Margaret Reeson, (2003), Insights Magazine: May 2003, Uniting Church NSW & ACT Synod: Sydney.

This time it was not a party game. Most of us have played, at some time, the game of ‘What six books would you take to a desert island?’ or ‘What three things would you rescue from your house in a crisis?’
This time it was real. I was one of many who walked through my home in the days of ‘high alert’ during the period of bushfires in south-east NSW and the ACT in January, deciding what to take and what to leave. In work places, churches and other meeting places we asked each other ‘So, what did you pack?’ or ‘What were you able to save?’
It was a sobering experience. In the height of the firestorm in Canberra suburbs, people who escaped with their lives were thankful for that. Everything else, or almost everything, was gone. In many other households as the threat of fire continued, people made choices. Cars were loaded, just in case. Photo albums. Heirloom jewelry. A computer with vital business records. A piece of cherished art or hand craft. A rare book. We realised how many things in our homes were simply ‘stuff’.
A woman who had experienced the loss of her home in fire a few years ago advised her friends as fires approached. ‘Just take a change of clean undies, your identity documents, and comfortable shoes. Leave the rest.’ (One friend who followed the advice discovered when the crisis was over that her shoes were comfortable – but odd.)
Even though most of us were able to unload the car later and to put everything away again, it had been a thought-provoking time. What do we value? What can we live without? What really matters?
A young traveller limits the load in the backpack, leaving most things behind. A homeless man keeps one or two things he values, even when most other things have gone. A refugee abandons a whole world of experience and clings to surviving family. An older couple is moving into a much smaller home and must shed many of the treasures of a lifetime. An athletic woman gradually loses her physical strength as illness overcomes her. A distinguished academic drifts into the narrowed world of dementia. A victim of war grieves over unimaginable loss.

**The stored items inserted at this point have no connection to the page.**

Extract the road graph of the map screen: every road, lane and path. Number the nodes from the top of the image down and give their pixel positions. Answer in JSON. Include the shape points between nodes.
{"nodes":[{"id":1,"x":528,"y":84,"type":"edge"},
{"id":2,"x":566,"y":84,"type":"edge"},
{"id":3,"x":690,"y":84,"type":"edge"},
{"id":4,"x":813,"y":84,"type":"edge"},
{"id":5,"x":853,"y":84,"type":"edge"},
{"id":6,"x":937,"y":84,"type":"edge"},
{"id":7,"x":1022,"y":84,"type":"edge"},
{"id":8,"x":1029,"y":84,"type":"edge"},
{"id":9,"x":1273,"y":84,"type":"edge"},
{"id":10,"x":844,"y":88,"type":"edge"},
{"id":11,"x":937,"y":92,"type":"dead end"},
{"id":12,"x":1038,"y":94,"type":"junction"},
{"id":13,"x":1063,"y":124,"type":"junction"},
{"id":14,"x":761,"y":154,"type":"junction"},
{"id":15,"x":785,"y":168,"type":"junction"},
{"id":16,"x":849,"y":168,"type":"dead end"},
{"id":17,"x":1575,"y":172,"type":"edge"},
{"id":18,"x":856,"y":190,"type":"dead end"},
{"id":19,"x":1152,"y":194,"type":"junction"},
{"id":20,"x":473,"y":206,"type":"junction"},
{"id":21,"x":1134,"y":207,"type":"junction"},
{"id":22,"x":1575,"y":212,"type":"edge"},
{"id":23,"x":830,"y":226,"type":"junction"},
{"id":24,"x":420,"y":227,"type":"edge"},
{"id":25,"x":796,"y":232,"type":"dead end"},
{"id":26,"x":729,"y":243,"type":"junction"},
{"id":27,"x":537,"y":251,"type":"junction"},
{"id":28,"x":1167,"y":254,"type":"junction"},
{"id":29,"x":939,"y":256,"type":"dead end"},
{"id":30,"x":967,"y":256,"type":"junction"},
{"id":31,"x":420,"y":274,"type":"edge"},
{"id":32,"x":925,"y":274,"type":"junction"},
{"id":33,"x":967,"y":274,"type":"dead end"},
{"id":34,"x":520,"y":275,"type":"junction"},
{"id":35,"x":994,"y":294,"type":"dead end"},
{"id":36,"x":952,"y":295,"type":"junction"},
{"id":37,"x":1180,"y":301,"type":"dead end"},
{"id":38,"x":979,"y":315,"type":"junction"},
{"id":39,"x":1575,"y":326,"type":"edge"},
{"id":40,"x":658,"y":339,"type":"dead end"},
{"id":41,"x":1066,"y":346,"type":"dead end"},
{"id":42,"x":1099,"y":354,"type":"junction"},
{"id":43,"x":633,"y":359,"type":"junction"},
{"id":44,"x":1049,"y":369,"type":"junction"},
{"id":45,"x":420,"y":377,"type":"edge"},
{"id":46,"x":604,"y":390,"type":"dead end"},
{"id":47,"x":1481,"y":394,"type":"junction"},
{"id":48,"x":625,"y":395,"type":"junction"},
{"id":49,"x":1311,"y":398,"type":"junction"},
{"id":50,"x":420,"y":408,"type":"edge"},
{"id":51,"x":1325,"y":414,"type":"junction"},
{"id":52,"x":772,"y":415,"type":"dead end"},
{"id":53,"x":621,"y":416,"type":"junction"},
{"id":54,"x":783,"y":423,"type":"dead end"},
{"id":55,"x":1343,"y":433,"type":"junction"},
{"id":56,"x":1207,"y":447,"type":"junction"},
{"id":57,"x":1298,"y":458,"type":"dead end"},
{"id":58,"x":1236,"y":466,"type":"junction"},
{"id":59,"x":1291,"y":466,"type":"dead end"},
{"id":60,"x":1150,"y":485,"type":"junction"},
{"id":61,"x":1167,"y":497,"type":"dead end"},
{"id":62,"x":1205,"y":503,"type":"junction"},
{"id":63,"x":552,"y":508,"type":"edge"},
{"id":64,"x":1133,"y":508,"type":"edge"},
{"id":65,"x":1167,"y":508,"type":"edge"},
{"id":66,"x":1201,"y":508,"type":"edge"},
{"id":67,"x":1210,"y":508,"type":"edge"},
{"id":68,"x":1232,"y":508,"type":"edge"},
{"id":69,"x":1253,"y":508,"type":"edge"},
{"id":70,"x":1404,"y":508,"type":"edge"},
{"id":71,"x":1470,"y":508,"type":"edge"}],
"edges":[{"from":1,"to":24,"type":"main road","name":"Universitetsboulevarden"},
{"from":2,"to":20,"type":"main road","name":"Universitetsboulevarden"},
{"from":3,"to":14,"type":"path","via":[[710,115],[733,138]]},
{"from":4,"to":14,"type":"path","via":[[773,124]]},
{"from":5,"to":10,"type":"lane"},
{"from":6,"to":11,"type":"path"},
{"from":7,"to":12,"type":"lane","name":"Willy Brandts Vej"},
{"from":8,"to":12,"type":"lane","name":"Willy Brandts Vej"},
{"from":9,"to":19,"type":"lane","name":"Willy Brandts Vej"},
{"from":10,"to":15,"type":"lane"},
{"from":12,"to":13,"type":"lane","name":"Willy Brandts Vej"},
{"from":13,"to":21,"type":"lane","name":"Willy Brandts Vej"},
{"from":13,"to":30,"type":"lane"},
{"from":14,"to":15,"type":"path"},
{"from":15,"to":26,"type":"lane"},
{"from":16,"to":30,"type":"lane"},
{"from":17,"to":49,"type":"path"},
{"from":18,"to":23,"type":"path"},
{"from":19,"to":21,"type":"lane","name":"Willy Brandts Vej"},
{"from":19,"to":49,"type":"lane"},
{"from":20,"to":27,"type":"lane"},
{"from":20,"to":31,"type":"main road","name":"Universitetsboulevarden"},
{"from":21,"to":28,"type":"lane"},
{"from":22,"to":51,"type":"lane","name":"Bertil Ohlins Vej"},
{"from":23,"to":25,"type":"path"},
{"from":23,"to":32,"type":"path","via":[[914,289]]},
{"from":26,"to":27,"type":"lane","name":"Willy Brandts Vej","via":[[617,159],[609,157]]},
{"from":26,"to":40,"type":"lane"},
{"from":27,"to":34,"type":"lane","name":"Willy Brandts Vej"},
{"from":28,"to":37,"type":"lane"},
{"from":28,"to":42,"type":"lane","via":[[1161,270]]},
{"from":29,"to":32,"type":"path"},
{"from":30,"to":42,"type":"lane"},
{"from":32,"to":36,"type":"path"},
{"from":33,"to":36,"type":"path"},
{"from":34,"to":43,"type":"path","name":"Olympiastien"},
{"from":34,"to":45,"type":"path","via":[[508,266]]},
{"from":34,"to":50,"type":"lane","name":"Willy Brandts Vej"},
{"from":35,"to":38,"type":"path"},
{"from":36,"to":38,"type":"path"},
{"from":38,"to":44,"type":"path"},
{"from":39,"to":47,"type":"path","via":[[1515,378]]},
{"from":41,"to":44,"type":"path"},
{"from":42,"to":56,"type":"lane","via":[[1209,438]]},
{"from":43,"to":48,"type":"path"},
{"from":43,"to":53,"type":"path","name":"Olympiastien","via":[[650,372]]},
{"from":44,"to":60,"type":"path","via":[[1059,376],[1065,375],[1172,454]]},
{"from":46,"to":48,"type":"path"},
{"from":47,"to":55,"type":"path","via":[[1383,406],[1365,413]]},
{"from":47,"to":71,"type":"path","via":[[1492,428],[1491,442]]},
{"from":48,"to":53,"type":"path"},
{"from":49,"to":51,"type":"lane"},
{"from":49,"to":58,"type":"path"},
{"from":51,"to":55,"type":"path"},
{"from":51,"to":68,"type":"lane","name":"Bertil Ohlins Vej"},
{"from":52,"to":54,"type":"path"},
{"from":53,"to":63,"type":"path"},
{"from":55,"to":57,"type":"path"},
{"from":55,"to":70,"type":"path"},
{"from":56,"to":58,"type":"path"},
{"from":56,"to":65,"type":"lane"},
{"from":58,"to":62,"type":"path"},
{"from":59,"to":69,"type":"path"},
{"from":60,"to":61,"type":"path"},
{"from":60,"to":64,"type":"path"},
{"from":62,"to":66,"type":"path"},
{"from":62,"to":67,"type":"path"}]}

The famous passage from 1 Corinthians 13 is often associated with weddings and the rich description of real love it offers. Yet it also points out that many things we value will one day be stripped from us.
‘Everyone who prophesies will stop, and unknown languages will no longer be spoken. All that we know will be forgotten. We don’t know everything and our prophecies are not complete. But what is perfect will some day appear, and what isn’t perfect will then disappear… For now there are faith, hope and love. But of these three, the greatest is love.’ (I Corinthians 13: 8-10,13 CEV)
Prophesy, spiritual gifts and knowledge will be taken from us. Arguments over who is right in their interpretation of scripture will no longer matter. Questions of academic achievement, or seniority of rank or our ‘rights’ evaporate into nothing. Differences that have brought us to verbal blows or into the law courts become meaningless. Church structures in every possible configuration will not matter any more. Even church committee meetings, church rosters, church rules and worry over church finances will one day cease.
What is left? ‘For now there are faith, hope and love.’ Our love for others, and when even that fails, the knowledge that we are loved by God.
My grandmother lived into very old age and in her final months she was frail, bedridden, very deaf, losing the strength to communicate. She had shed the accumulations of an active lifetime. My father used to read the Psalms, and pray with her. More than once she surprised my parents, when the prayer spoke of the love of God through Jesus Christ, with a firm ‘Amen!’. And Amen to that.